Bush tentará novamente promover mudanças no sistema de imigração

Stewart M. Powell
em Washington

O presidente Bush está prometendo exercer pressões neste outono no sentido de introduzir mudanças no sistema de imigração do país, em meio à resistência de alguns republicanos proeminentes e às declarações de estado de emergência - carregadas de tonalidades políticas - pelos governadores democratas de Arizona e Novo México.

Bush prometeu que, após o Dia do Trabalho (1º de setembro, nos EUA), intensificará os seus esforços no sentido de obter ação parlamentar a respeito de um projeto apresentado há 20 meses que permitiria a milhões de imigrantes ilegais morarem e trabalharem legalmente nos Estados Unidos e retornarem periodicamente aos seus países.

"A reforma do sistema de imigração será uma questão interessante quando retornarmos a Washington, D.C.", disse Bush ao Conselho Americano Legislativo de Câmbio, em Grapevine, Texas, ao falar sobre o que fará após as férias de cinco semanas na sua fazenda no Texas. "Estou aguardando ansiosamente a discussão deste assunto".

Estima-se que haja nos Estados Unidos algo entre 10,3 milhões e 13 milhões de imigrantes ilegais, sendo que mais de sete milhões estão inseridos na força de trabalho do país, de 144 milhões de trabalhadores.

O plano de Bush gera uma divisão exaltada entre os tradicionais eleitores do Partido Republicano.

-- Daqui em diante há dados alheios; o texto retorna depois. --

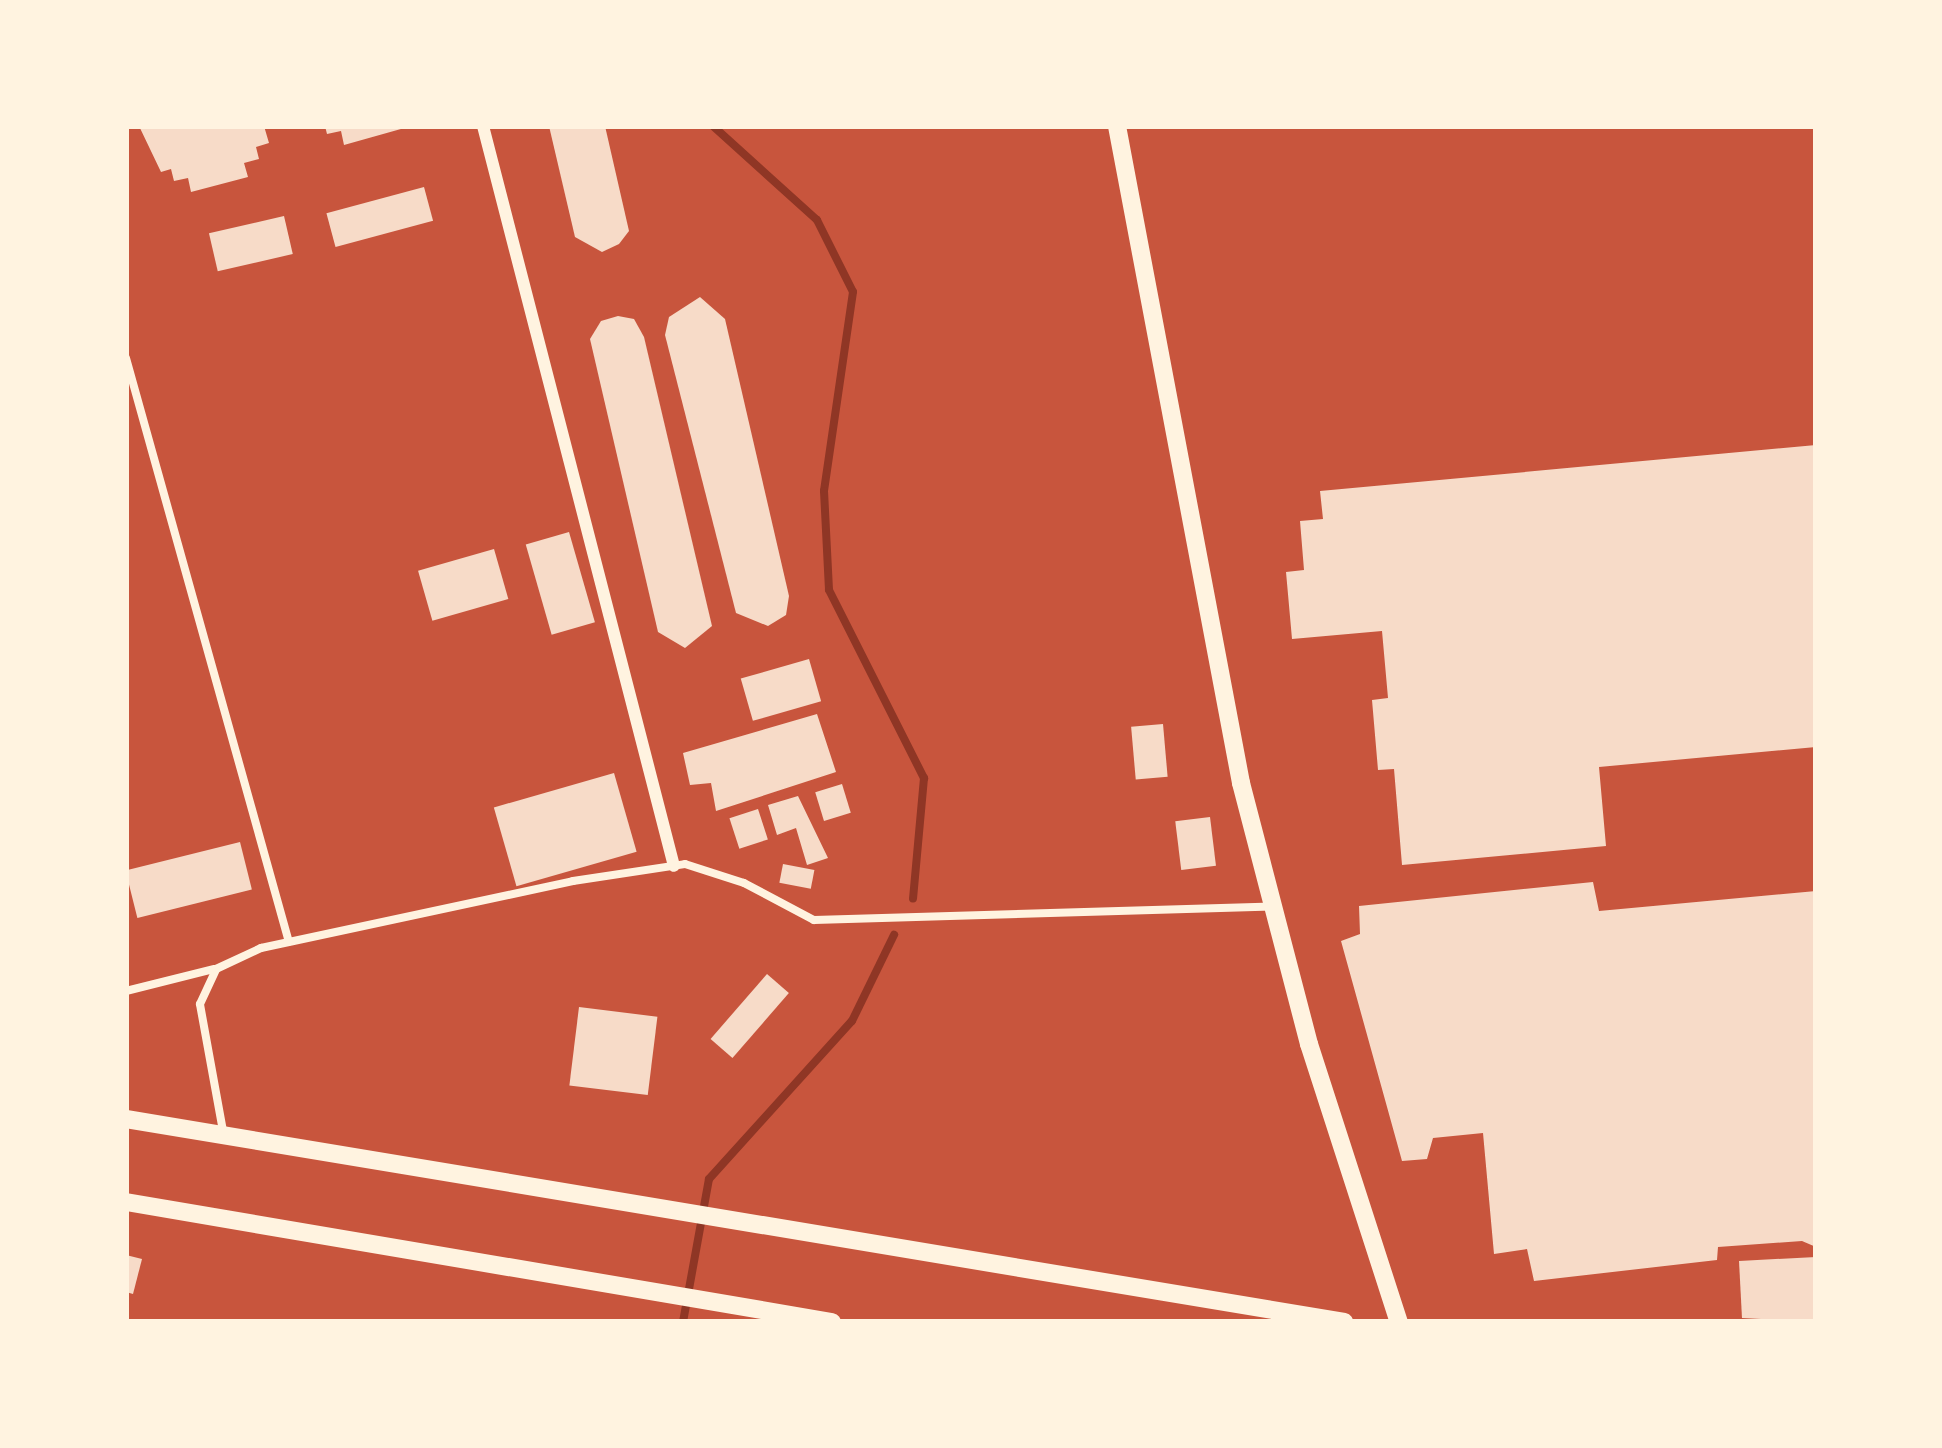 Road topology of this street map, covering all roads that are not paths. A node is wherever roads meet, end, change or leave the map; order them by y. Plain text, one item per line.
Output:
1 (483, 126) edge
2 (1118, 126) edge
3 (126, 358) edge
4 (674, 866) junction
5 (1274, 906) junction
6 (289, 942) junction
7 (216, 969) junction
8 (126, 991) edge
9 (126, 1119) edge
10 (224, 1135) junction
11 (126, 1202) edge
12 (832, 1322) edge
13 (1344, 1322) edge
14 (1400, 1322) edge

1 - 4 street
2 - 5 street
3 - 6 lane
4 - 5 lane
4 - 6 lane
5 - 14 street
6 - 7 lane
7 - 8 lane
7 - 10 lane
9 - 10 street
10 - 13 street
11 - 12 street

De um lado estão os empresários que pedem a Bush e ao Congresso que dêem status legal aos imigrantes que já estão aqui ilegalmente. Esses empregadores argumentam que desejam que os trabalhadores disponíveis continuem a preencher as vagas em setores de baixos salários, como o de serviços de saúde, processamento de alimentos e jardinagem.

"O empresariado quer um sistema que seja simples, fácil de entender e que atenda às suas necessidades, e que também leve em conta o fato de que alguns dos nossos melhores trabalhadores querem ficar e continuar contribuindo para os seus patrões e suas comunidades", afirma Thomas J. Donohue, presidente da Câmara de Comércio dos Estados Unidos, que possui oito milhões de membros.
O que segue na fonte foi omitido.